_Record excerpts_
**********

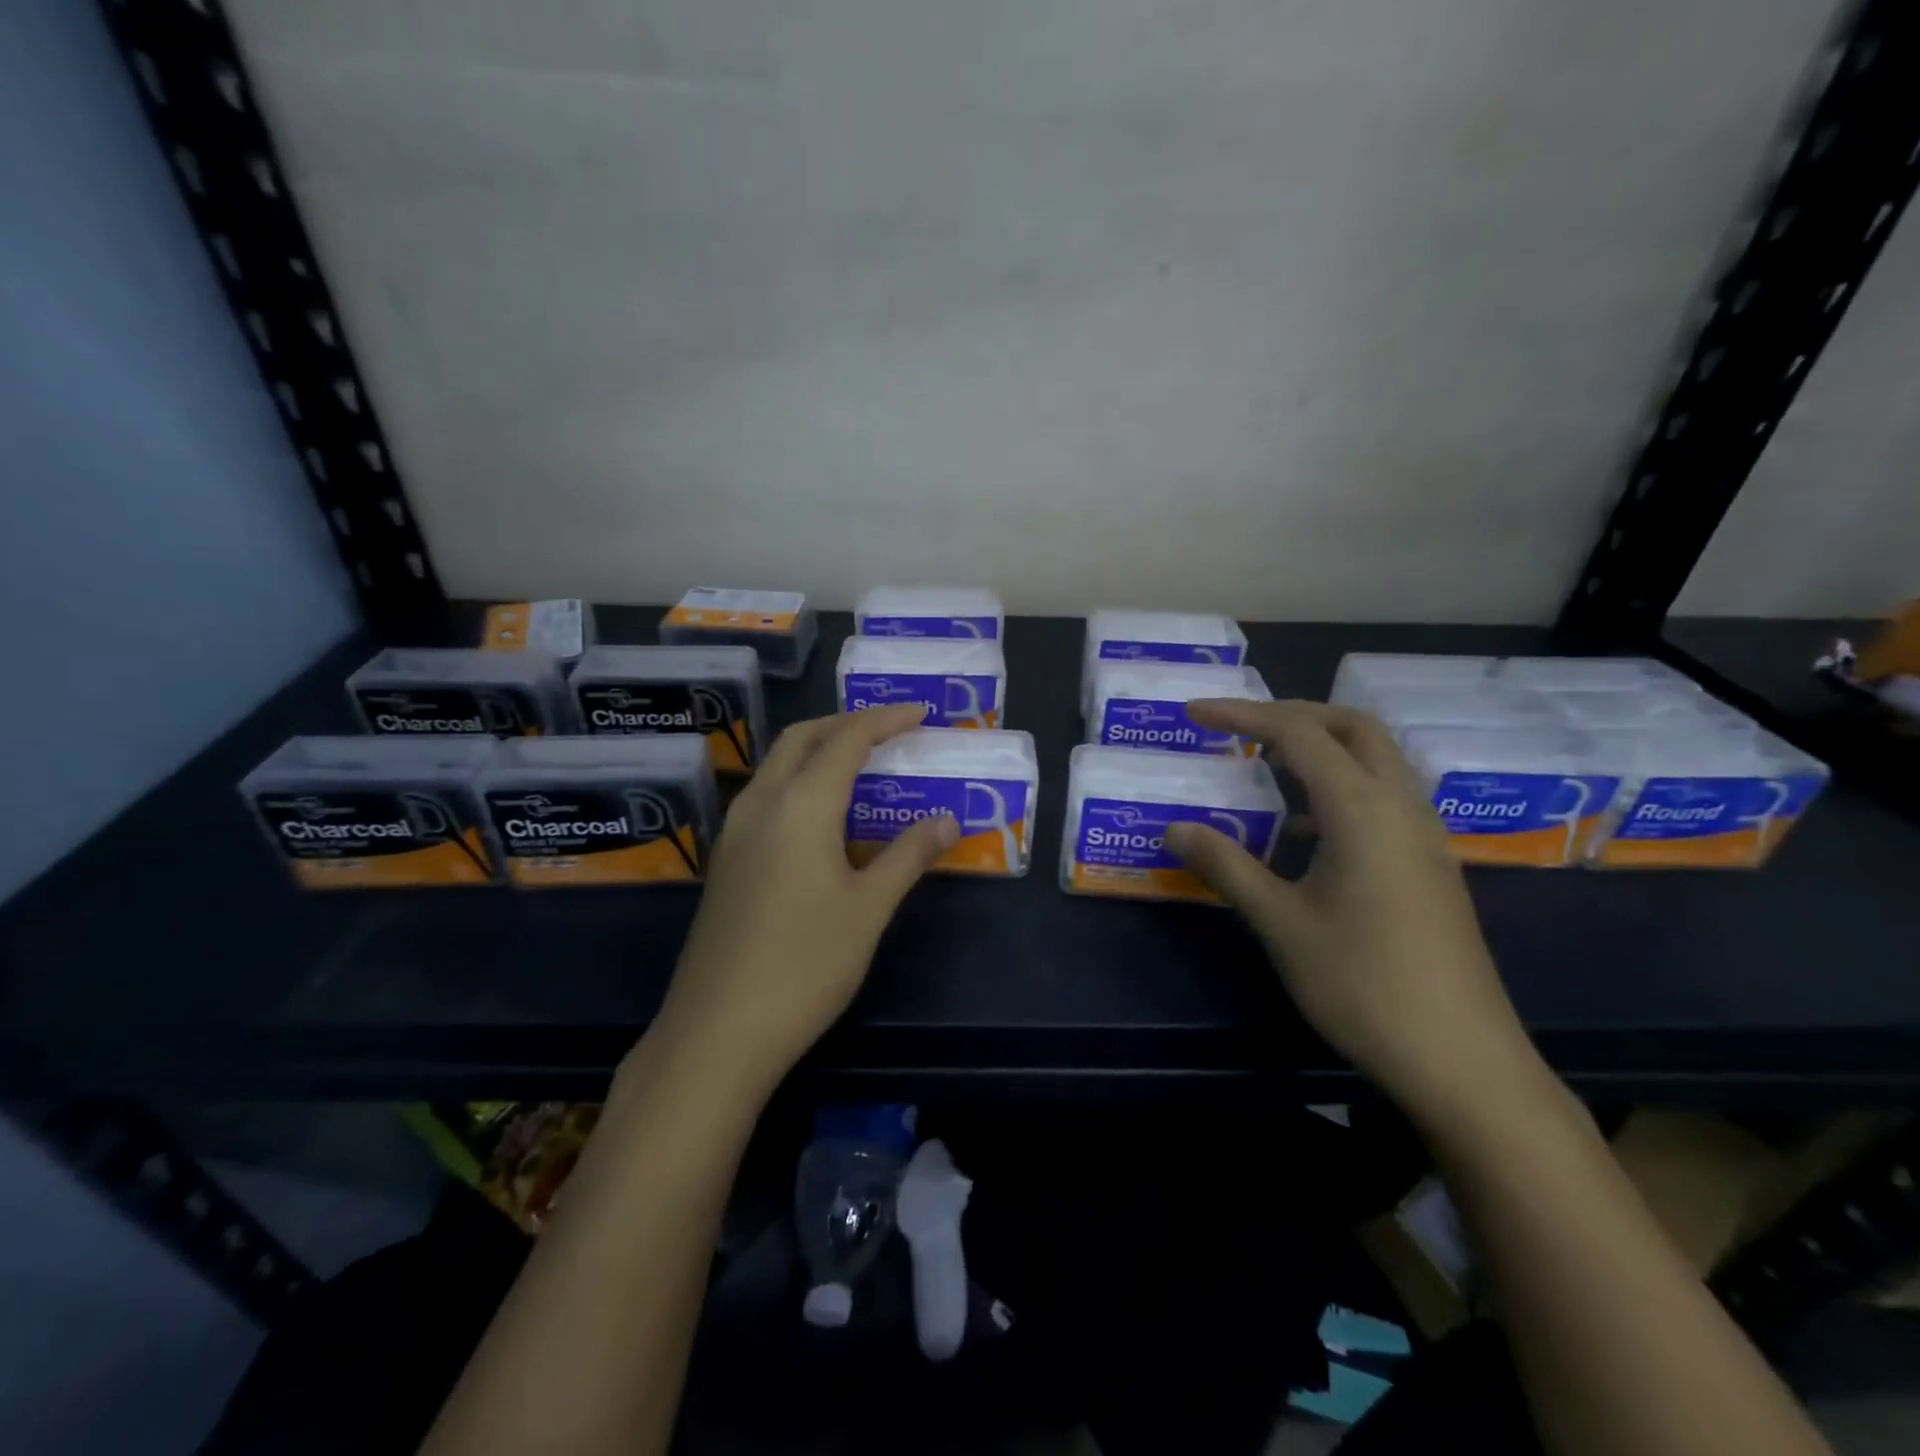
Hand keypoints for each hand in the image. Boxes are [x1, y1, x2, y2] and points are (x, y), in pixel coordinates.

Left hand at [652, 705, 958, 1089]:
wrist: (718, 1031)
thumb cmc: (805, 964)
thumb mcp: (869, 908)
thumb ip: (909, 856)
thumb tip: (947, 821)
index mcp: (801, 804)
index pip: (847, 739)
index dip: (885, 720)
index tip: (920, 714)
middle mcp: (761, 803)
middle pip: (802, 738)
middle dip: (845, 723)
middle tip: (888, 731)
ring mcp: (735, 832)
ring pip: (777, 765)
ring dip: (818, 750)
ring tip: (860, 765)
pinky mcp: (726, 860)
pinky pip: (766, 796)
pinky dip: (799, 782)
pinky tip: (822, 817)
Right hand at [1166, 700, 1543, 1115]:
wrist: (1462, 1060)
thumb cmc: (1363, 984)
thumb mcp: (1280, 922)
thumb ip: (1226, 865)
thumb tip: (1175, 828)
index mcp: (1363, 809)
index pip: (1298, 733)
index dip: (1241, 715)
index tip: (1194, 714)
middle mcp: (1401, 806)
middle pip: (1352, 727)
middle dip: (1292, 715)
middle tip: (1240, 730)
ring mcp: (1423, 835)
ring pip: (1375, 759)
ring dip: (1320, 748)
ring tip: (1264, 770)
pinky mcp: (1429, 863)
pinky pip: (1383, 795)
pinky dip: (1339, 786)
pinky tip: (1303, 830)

**********

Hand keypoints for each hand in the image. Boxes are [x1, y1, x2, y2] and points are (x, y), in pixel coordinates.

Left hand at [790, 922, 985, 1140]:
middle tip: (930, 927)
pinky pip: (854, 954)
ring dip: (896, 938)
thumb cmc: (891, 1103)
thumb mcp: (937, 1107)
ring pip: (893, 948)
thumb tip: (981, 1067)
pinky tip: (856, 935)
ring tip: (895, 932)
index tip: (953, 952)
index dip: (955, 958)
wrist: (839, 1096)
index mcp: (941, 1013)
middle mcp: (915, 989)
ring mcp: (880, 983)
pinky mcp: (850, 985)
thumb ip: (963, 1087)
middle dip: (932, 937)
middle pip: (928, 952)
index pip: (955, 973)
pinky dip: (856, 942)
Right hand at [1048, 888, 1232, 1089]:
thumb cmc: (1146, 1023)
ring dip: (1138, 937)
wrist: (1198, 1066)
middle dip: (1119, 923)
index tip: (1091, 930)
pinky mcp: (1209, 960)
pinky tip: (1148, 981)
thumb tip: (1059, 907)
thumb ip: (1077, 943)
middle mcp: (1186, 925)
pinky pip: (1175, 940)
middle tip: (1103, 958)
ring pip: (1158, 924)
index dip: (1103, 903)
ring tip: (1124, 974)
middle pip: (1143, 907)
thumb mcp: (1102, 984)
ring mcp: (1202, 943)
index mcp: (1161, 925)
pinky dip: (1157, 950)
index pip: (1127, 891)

**********

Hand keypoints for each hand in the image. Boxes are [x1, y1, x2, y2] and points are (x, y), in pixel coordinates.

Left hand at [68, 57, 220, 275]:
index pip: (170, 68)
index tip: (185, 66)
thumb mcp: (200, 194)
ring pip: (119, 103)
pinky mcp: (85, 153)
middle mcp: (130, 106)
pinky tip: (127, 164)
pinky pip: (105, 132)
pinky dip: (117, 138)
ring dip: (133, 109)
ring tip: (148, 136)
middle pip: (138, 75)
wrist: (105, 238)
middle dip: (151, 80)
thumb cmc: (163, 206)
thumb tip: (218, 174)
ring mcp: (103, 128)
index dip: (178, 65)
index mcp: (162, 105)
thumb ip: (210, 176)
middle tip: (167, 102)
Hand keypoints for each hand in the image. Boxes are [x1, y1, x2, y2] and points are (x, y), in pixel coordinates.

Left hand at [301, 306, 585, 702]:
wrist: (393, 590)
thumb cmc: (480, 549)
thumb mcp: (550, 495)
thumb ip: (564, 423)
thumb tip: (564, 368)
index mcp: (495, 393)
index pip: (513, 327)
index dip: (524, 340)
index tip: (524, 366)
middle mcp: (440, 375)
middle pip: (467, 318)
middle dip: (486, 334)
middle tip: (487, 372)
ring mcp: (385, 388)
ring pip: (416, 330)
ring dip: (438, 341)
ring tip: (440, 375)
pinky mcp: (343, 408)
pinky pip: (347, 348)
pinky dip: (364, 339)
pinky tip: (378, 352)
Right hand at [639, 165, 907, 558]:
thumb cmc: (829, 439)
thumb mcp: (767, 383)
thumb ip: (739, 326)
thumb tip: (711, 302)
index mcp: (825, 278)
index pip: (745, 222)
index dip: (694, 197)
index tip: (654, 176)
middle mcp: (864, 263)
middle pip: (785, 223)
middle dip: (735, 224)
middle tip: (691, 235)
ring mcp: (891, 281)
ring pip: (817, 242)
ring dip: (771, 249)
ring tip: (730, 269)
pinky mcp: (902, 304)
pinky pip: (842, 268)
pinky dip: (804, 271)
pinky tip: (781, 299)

**********

_Exercise objective_
From the records above, extract exactly and only the lines that begin at the line with "index tip: (185, 66)" and stop after the line with "pinky tip: (781, 299)".

_Exercise response_
index tip: (185, 66)
thumb mcp: (200, 194)
ring pip: (119, 103)
pinky mcp: (85, 153)
middle mcp: (130, 106)
pinky tip: (127, 164)
pinky pip: (105, 132)
pinky dip: (117, 138)
ring dip: (133, 109)
ring tip: (148, 136)
middle pip: (138, 75)
wrist: (105, 238)
middle dip: (151, 80)
thumb cmc: (163, 206)
thumb tip: (218, 174)
ring mcp: (103, 128)
index dip: (178, 65)
index mcp: (162, 105)
thumb ip: (210, 176)
middle tip: (167, 102)
Hand keypoints for each hand in the image. Boxes are [x1, y1, x2, y2] and points are (x, y), in pixel coordinates.

Left hand at [301, 306, 585, 702]:
wrist: (393, 590)
thumb cmc: (480, 549)
thumb mcp: (550, 495)
thumb ip: (564, 423)
thumb tip: (564, 368)
index mcp: (495, 393)
index pip: (513, 327)
index dip: (524, 340)
index tip: (524, 366)
middle mcp: (440, 375)
middle pip: (467, 318)
middle dip: (486, 334)
middle tip: (487, 372)
ring mcp: (385, 388)
ring pip: (416, 330)
ring dip: (438, 341)
ring tip: (440, 375)
pinky mcp: (343, 408)
pinky pip: (347, 348)
pinky dip: (364, 339)
pinky tip: (378, 352)
Right hand at [639, 165, 907, 558]:
thumb cmc: (829, 439)
thumb mcp: (767, 383)
thumb ip: (739, 326)
thumb tip: (711, 302)
index mcp: (825, 278)
index pip: (745, 222)
index dip: (694, 197)
index tip: (654, 176)
middle mcp: (864, 263)
middle pip: (785, 223)
middle dip: (735, 224)
middle tip: (691, 235)
ring mcp: (891, 281)
ring pip: (817, 242)
ring dip: (771, 249)
ring tip: (730, 269)
pinky mcp: (902, 304)
pinky pip: (842, 268)
pinky dip: (804, 271)
pinky tip: (781, 299)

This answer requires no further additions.